— Problem requirements —
Select all lines in the records that include "میدان".

— Provided records —
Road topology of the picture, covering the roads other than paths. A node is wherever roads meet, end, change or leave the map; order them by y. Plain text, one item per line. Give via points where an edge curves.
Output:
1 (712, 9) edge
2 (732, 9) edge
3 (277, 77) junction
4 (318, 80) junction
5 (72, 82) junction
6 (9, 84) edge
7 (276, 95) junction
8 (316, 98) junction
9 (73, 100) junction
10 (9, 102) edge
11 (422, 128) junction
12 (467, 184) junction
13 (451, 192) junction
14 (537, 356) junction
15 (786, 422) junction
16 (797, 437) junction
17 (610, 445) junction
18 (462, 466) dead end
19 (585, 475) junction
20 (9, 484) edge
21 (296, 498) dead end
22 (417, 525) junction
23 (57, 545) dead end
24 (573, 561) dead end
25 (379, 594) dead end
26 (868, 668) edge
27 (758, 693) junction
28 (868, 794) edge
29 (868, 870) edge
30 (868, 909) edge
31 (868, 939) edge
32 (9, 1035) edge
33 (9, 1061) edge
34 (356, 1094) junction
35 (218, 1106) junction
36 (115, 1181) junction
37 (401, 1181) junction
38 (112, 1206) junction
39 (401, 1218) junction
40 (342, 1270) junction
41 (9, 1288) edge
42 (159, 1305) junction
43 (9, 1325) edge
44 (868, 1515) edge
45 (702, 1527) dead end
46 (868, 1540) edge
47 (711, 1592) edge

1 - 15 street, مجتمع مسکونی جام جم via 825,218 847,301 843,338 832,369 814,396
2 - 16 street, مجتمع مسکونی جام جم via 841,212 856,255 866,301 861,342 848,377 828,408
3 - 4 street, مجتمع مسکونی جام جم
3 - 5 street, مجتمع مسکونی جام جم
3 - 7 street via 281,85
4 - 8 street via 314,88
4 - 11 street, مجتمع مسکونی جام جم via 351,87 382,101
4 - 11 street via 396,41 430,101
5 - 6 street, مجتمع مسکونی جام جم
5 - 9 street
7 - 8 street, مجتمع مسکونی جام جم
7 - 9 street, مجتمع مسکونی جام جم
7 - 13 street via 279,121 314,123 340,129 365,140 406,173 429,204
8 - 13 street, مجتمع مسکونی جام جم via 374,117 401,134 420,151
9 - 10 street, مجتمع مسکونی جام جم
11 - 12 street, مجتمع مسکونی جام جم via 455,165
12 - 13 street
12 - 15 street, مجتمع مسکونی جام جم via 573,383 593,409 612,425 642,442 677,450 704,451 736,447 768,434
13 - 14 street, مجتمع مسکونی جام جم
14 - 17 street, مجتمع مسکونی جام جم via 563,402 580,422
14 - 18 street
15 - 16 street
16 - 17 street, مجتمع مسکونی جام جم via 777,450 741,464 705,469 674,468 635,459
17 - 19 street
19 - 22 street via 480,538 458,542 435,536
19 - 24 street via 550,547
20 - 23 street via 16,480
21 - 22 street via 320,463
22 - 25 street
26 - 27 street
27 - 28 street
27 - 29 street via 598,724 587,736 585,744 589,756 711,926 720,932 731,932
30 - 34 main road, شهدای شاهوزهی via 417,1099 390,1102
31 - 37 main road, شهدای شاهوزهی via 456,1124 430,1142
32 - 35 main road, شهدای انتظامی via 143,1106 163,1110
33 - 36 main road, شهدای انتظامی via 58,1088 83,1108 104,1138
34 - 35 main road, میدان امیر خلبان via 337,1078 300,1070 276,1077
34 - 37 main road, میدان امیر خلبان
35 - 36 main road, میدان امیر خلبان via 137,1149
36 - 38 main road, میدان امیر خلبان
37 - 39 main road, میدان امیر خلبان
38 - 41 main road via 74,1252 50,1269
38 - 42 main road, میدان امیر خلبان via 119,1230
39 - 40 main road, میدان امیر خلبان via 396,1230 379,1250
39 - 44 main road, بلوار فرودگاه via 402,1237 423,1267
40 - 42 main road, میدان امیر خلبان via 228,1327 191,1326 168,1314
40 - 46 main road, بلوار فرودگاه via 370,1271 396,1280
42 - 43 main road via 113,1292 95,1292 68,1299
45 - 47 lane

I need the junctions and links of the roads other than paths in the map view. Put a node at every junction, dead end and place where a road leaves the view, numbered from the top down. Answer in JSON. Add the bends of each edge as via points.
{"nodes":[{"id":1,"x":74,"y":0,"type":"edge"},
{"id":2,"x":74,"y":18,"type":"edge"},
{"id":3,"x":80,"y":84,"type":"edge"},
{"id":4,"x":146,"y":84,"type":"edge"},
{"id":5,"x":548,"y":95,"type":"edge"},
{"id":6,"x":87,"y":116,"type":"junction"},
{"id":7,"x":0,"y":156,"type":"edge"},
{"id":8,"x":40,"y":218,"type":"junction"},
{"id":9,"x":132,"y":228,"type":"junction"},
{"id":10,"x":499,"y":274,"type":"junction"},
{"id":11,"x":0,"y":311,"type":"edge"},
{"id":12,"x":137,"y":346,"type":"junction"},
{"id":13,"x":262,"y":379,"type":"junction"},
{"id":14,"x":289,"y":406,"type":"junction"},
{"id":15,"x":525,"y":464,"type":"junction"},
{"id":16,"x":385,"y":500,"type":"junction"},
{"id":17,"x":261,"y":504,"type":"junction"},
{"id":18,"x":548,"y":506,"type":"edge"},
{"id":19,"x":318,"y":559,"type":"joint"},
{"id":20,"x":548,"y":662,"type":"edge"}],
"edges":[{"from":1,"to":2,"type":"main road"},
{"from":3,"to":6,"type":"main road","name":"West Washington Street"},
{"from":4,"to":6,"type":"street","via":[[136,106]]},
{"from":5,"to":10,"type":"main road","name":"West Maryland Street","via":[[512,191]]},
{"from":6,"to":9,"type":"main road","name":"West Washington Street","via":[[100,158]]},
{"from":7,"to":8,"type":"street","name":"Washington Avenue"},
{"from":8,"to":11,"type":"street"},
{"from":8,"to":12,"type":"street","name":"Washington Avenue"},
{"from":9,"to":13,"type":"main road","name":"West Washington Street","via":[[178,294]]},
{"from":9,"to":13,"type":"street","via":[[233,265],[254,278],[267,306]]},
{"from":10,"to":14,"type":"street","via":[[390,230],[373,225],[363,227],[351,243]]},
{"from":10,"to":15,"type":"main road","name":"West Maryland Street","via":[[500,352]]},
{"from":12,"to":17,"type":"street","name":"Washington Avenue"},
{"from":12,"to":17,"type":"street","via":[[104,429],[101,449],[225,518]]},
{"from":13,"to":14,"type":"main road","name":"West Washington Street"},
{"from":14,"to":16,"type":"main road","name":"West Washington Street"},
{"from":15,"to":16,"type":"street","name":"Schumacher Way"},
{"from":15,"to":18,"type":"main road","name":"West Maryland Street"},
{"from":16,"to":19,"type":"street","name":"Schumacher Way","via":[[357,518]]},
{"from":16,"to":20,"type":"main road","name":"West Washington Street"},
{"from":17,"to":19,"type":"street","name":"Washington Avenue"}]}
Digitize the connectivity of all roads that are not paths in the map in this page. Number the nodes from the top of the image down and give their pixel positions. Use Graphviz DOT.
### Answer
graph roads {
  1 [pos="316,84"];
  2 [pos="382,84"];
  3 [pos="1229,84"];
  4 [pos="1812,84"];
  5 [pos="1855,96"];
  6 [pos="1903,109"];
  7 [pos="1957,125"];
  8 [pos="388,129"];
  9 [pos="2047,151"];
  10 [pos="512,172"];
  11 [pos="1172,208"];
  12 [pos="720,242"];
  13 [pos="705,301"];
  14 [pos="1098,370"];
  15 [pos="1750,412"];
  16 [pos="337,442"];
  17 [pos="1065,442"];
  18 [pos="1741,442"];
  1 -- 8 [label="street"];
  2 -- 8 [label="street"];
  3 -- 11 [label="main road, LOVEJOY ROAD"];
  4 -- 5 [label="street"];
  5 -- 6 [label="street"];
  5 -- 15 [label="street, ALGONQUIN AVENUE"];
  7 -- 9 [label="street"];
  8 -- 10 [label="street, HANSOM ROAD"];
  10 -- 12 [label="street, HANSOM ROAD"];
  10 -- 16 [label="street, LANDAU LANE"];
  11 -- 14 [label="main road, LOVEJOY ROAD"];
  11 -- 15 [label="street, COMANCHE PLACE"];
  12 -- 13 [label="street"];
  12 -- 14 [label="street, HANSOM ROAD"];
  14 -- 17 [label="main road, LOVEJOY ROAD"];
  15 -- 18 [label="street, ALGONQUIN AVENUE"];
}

— Exercise output —
34 - 35 main road, میدان امیر خلبان via 337,1078 300,1070 276,1077
34 - 37 main road, میدان امیر خلبان
35 - 36 main road, میدان امیر خلبان via 137,1149
36 - 38 main road, میدان امیر خلبان
37 - 39 main road, میدان امیر خلبان
38 - 42 main road, میدان امیر خلبان via 119,1230
39 - 40 main road, میدان امیر خلبان via 396,1230 379,1250
40 - 42 main road, میدان امیر خلبان via 228,1327 191,1326 168,1314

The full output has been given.